Considering most of us aren’t recipients of seven digit inheritance pay-outs or freak multi-million Rand lottery winnings, we have to attempt to balance work, life and horses as best as possible. It’s important to note that unlike, cycling or running, horses are living, breathing, sentient animals who can’t be set aside in the garage or cupboard until such time as life allows us a break to pursue it more regularly. If you’re feeling overwhelmed with life, pressured by peers, over-extended to the point of near burn-out or simply that there must be an easier way… read on for some hints on how to better achieve the work-horse balance:
Planning ahead isn’t so much a solution as it is a change in lifestyle and mentality as it applies to everything. Whilst easier said than done with horses, where possible, try to plan your work and family commitments and show schedule in advance and then schedule everything else around those. It makes saying no and becoming more selective on how to spend your time that much easier. Print or purchase a month-to-view calendar and populate it with shows you’d like to compete in, holidays, work commitments and family celebrations so that not only do you pre-commit your attendance, but you can visually analyse your distribution of time amongst the priorities in your life.
2. Work Together
If it’s a possibility, consider half-baiting your horse so that you can share the responsibility and time commitments required. This way, the horse still gets sufficient attention, exercise and care but you reduce the pressure on yourself to be its sole provider. The equine ‘co-parent’ could be someone you know – a friend or fellow rider at a stable yard who loves your horse as much as you do – or a stranger who has a similar riding style to you who complements your training methods. No matter how well you know the other person, always have contracts in place, consider what disciplines or grades the other rider completes in and allocate riding times or days and show calendar entries accordingly to ensure a fair and equal split between riders.
3. Time Saving Tricks
The one thing that majority of us are lacking most (apart from finances and above-mentioned trust funds) is time! There are a number of small changes one can make in daily life to free up a few extra minutes. Whilst the actual amount of time saved may seem insignificant in isolation, when you add up all the time saved through the course of a day just by doing things smarter, it actually makes a meaningful difference. Examples of this include prepping meals in advance – which reduces shopping and cooking time required- scheduling meetings in a more logical flow based on distance (and proximity to the stable yard!)
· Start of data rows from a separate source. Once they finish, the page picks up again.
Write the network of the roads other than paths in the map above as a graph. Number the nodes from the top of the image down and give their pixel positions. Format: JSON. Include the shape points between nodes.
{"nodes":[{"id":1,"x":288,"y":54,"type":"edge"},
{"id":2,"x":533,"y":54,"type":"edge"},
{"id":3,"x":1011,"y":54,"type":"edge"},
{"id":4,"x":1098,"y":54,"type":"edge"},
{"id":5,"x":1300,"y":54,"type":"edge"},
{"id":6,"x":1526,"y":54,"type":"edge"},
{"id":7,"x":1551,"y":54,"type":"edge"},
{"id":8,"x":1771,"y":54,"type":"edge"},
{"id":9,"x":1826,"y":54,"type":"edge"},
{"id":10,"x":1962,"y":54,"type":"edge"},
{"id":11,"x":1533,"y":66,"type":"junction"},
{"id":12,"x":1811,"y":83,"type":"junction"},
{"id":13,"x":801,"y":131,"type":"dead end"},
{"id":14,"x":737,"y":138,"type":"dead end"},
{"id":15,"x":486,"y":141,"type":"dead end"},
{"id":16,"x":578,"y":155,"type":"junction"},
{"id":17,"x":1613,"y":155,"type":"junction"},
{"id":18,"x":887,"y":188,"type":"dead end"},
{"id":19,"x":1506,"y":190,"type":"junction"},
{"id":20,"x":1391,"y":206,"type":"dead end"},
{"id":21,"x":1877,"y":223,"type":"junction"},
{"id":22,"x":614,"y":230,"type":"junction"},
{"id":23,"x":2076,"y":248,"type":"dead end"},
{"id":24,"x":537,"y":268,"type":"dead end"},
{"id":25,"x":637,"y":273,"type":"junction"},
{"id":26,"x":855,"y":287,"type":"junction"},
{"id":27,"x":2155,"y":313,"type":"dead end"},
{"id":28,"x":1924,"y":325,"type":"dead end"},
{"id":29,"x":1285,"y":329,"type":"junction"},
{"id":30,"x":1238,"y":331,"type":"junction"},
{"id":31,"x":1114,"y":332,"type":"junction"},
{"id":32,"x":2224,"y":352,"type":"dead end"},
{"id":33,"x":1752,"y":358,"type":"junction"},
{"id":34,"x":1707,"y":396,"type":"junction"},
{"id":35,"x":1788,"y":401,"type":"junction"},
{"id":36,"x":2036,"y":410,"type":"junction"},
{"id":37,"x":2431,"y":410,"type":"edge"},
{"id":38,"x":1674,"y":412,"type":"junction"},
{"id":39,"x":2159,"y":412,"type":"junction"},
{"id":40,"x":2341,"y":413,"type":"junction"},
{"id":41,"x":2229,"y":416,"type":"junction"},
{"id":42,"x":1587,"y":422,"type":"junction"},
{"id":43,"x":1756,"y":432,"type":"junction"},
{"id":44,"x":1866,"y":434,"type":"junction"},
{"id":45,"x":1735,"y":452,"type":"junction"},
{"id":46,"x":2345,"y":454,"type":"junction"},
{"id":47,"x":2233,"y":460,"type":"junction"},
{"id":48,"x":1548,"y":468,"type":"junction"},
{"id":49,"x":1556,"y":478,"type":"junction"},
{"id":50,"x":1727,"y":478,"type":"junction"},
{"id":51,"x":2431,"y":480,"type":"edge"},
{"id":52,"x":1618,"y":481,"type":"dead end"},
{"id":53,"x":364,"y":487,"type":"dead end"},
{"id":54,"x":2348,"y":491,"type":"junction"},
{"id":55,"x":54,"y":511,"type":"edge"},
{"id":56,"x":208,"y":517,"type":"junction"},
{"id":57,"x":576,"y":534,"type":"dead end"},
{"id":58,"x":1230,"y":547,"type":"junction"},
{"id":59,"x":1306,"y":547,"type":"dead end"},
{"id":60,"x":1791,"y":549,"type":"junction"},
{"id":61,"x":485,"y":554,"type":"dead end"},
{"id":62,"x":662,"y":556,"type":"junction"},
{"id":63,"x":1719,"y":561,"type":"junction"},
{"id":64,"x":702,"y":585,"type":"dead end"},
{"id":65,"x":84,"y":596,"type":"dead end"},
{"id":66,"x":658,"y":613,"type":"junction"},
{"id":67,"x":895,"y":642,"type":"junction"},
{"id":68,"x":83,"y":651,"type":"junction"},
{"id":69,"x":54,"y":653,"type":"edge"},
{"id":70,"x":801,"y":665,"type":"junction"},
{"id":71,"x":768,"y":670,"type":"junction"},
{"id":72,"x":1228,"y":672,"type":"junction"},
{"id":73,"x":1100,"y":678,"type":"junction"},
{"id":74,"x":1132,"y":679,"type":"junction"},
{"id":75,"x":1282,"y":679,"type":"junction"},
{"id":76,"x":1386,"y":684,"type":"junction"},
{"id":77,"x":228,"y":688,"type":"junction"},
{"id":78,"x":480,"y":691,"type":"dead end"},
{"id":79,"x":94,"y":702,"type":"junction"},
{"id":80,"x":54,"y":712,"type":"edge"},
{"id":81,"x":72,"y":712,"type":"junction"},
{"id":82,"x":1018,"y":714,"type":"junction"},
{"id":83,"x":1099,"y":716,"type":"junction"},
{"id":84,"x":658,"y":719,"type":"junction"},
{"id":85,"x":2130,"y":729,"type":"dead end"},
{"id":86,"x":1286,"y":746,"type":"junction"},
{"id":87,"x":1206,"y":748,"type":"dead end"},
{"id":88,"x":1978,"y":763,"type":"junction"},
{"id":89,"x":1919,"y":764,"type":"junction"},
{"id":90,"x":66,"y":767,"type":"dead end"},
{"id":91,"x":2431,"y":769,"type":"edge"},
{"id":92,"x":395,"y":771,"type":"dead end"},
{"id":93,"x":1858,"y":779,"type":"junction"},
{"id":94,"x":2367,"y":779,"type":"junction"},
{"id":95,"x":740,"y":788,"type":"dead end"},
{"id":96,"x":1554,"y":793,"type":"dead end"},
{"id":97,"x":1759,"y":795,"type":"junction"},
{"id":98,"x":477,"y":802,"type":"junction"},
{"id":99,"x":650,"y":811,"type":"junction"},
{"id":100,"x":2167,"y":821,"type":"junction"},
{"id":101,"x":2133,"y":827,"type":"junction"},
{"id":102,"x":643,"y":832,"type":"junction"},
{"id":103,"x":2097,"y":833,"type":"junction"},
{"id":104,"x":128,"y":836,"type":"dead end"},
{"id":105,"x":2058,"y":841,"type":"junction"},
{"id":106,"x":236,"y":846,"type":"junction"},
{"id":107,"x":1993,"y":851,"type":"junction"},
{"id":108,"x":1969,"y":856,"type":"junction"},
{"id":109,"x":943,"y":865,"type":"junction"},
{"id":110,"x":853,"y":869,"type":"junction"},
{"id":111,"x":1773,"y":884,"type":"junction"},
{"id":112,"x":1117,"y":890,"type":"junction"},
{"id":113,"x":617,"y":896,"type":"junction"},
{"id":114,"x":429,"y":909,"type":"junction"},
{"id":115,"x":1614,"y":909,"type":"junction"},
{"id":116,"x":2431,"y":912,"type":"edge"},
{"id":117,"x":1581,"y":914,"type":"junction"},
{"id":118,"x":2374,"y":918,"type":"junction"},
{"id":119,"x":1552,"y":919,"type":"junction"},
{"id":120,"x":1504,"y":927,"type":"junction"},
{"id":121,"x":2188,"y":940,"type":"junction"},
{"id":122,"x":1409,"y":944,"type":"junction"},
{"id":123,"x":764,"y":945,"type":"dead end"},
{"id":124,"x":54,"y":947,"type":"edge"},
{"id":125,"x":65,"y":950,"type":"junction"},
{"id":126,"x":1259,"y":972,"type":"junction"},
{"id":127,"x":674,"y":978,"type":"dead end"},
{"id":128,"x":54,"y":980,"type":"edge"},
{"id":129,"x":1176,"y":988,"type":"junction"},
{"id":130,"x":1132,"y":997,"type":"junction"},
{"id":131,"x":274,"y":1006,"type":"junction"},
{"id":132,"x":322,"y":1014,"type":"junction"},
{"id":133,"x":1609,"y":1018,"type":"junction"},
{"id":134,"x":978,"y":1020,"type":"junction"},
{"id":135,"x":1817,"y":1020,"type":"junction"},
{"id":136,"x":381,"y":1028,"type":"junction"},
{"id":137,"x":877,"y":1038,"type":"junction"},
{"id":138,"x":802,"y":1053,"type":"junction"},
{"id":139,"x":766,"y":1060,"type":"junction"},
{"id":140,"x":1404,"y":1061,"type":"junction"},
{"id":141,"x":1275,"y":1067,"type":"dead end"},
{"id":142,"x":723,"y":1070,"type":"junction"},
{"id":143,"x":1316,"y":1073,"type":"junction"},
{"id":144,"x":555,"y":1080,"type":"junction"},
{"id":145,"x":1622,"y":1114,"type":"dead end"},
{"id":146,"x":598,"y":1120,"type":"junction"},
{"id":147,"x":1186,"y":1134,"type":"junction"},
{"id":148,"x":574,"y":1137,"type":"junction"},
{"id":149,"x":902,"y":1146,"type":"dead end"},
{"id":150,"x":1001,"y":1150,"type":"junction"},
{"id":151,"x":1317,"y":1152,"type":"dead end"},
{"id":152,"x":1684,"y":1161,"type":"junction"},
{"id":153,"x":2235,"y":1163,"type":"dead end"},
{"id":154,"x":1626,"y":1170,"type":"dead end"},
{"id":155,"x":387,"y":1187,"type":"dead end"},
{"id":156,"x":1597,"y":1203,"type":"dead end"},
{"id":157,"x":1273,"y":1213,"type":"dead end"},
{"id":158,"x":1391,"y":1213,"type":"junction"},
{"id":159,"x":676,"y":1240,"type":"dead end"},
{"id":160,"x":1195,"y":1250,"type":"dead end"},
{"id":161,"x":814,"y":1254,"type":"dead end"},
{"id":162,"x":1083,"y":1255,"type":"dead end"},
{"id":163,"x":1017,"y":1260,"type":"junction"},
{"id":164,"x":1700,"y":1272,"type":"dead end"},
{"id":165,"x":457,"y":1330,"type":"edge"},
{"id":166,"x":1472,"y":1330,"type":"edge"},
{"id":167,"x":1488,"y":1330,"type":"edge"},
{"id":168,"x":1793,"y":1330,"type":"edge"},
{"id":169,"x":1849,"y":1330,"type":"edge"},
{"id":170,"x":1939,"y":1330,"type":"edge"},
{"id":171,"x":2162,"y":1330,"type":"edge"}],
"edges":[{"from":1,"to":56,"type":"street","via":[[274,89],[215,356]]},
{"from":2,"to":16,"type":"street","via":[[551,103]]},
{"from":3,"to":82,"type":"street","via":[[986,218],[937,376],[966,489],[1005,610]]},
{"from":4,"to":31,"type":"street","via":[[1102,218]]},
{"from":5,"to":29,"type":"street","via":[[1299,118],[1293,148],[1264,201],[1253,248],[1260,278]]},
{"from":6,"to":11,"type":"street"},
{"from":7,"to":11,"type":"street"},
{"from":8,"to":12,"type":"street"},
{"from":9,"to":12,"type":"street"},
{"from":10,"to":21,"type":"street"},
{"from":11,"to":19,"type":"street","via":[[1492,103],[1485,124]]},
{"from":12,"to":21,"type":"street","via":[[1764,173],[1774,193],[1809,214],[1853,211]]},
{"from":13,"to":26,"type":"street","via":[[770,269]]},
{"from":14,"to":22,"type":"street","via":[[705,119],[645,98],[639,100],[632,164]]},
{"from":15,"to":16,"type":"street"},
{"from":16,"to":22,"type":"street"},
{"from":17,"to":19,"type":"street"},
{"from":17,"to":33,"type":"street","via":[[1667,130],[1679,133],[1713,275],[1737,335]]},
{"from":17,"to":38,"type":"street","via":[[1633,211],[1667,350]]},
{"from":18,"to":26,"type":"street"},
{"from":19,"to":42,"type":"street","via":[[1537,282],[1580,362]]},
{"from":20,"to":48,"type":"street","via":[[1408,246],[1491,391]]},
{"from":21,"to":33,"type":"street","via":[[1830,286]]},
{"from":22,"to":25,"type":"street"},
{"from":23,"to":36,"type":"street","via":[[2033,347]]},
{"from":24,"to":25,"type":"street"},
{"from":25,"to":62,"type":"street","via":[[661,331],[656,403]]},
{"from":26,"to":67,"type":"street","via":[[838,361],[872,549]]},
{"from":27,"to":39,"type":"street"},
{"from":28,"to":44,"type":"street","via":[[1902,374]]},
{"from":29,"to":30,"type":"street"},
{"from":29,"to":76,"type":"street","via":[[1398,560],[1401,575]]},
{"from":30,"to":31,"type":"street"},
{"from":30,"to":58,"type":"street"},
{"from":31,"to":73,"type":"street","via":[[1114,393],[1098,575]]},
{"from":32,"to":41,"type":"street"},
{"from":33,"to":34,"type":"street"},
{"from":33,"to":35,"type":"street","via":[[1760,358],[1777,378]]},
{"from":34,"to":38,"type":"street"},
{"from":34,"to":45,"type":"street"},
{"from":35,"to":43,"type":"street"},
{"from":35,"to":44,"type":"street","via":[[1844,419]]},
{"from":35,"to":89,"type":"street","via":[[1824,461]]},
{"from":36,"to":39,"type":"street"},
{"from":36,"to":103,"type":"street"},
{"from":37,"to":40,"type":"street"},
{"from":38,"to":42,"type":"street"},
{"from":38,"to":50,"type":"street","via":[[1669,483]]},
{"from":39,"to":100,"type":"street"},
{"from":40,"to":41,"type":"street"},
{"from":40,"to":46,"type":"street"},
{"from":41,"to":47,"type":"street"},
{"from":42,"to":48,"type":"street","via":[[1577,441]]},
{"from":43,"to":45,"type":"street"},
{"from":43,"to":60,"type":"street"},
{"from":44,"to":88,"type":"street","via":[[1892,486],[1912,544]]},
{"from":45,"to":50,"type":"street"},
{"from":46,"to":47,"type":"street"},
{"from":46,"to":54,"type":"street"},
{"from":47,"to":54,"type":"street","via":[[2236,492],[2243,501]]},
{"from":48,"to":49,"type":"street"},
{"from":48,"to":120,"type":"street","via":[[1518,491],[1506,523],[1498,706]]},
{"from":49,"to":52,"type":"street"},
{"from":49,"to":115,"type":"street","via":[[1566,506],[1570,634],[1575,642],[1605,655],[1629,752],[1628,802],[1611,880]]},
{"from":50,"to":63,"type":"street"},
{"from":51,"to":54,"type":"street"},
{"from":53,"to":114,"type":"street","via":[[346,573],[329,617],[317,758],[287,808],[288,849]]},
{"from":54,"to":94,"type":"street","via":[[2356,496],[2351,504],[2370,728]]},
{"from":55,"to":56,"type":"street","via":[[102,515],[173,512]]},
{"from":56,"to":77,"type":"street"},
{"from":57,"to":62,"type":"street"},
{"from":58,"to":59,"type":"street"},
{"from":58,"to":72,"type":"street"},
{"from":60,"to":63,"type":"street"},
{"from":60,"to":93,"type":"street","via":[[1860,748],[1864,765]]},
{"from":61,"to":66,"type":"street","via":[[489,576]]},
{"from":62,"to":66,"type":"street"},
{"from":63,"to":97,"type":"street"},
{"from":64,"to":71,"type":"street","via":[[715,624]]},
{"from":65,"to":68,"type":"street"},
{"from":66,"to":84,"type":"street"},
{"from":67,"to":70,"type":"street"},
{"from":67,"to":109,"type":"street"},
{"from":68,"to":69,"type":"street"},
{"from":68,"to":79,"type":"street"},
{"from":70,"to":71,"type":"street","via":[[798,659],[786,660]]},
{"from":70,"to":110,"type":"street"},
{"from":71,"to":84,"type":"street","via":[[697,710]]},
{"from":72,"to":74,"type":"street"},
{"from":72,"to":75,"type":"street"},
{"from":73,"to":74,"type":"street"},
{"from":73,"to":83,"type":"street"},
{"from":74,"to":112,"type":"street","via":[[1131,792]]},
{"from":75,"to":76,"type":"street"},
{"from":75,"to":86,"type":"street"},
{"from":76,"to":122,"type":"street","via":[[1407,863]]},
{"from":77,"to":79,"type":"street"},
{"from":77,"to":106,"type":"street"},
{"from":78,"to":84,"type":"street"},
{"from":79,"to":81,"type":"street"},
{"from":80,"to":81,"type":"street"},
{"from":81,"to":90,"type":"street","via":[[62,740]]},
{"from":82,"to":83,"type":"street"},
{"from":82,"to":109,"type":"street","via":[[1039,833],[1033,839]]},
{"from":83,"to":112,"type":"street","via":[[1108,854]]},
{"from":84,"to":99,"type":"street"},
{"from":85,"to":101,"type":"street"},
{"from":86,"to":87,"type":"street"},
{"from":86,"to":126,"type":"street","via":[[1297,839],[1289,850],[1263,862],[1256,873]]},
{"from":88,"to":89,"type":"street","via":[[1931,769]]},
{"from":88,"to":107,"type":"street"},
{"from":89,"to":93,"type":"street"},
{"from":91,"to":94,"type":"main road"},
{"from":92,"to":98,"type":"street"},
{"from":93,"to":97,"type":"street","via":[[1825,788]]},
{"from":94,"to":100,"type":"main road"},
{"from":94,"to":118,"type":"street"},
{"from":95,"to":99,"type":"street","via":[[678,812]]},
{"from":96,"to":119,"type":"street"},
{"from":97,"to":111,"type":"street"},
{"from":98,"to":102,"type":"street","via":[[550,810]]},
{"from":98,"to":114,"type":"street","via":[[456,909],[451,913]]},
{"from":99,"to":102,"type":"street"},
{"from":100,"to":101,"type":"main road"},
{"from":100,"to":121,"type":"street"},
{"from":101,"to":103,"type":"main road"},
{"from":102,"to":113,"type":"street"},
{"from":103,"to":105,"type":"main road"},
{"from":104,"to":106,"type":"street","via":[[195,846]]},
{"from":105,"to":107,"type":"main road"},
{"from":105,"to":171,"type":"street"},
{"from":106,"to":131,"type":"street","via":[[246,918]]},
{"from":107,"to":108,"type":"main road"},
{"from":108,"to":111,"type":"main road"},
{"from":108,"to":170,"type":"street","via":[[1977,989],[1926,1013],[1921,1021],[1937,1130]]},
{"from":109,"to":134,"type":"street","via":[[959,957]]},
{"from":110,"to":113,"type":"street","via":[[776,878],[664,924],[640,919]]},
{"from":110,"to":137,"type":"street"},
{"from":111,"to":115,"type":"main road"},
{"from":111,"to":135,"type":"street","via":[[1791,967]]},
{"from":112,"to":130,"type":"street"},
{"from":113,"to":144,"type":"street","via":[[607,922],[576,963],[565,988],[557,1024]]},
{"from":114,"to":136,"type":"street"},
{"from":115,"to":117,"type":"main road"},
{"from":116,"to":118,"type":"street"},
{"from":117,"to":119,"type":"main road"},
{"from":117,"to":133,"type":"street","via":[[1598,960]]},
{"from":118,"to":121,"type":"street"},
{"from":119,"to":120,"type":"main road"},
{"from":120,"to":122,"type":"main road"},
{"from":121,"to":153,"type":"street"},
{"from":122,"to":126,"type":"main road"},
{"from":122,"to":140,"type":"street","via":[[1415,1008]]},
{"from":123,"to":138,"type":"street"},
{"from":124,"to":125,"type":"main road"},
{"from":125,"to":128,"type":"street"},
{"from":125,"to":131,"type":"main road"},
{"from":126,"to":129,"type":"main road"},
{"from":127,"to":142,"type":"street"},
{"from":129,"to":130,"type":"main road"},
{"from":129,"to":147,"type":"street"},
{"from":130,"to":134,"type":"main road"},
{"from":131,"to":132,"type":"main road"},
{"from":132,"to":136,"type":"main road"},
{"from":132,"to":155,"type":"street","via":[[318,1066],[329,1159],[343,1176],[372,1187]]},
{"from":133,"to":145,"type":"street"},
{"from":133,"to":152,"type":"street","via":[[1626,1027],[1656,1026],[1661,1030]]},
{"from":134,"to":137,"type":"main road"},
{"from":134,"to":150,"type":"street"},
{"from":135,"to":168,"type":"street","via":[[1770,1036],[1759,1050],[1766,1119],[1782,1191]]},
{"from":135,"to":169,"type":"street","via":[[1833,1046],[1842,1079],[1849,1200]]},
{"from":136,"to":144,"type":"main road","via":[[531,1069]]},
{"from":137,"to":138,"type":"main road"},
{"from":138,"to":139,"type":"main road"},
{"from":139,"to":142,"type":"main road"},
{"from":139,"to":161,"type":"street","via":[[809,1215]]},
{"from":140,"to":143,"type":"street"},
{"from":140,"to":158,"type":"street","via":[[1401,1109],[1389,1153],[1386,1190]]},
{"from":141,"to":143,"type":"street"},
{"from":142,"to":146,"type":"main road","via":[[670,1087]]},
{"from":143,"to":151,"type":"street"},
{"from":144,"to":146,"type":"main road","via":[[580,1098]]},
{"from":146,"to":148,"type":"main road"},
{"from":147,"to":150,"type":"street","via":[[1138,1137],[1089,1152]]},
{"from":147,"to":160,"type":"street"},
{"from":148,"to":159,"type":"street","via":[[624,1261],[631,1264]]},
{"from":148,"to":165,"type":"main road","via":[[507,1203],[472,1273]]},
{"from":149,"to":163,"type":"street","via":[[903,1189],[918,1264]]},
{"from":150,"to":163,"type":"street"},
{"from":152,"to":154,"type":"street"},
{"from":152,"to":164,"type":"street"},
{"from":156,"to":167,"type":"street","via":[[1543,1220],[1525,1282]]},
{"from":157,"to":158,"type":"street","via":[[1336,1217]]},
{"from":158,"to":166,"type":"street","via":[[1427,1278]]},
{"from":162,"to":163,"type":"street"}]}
4. Motivate for Flexibility
While technology has enabled us to be able to work from pretty much anywhere, working remotely or from home is not necessarily everyone’s cup of tea and can be a cause for procrastination and distraction. If it’s possible, grab the opportunity with both hands and ensure you diarise a decent horse-work schedule. If working remotely isn’t an option, consider asking for a change in work hours such as getting to work earlier in order to be able to leave sooner or keeping office hours the same but committing to working extra hours in the late evening or early morning on the days you may miss work or leave earlier in order to fit riding in.
5. Schedule Saddle Time
Set goals and try your best to stick to them – don’t make them too regimented or they become a grudge – we all know sometimes #LifeHappens. Unfortunately, sometimes riding (as a hobby) has to come second to work or family commitments depending on the importance or urgency of the task at hand – but when this starts happening too frequently we often lose the balance we had achieved and it’s difficult to regain it. Schedule saddle time in your diary and take it as seriously as you would a meeting request from a client. If needs be, reschedule it for another time or day but don’t get into the habit of cancelling or replacing it whenever work requests may clash. Keep riding a priority in your life as much as you would work and kids – after all, riding is basically therapy, so in the best interests of our sanity, our bosses, colleagues and family members should encourage it!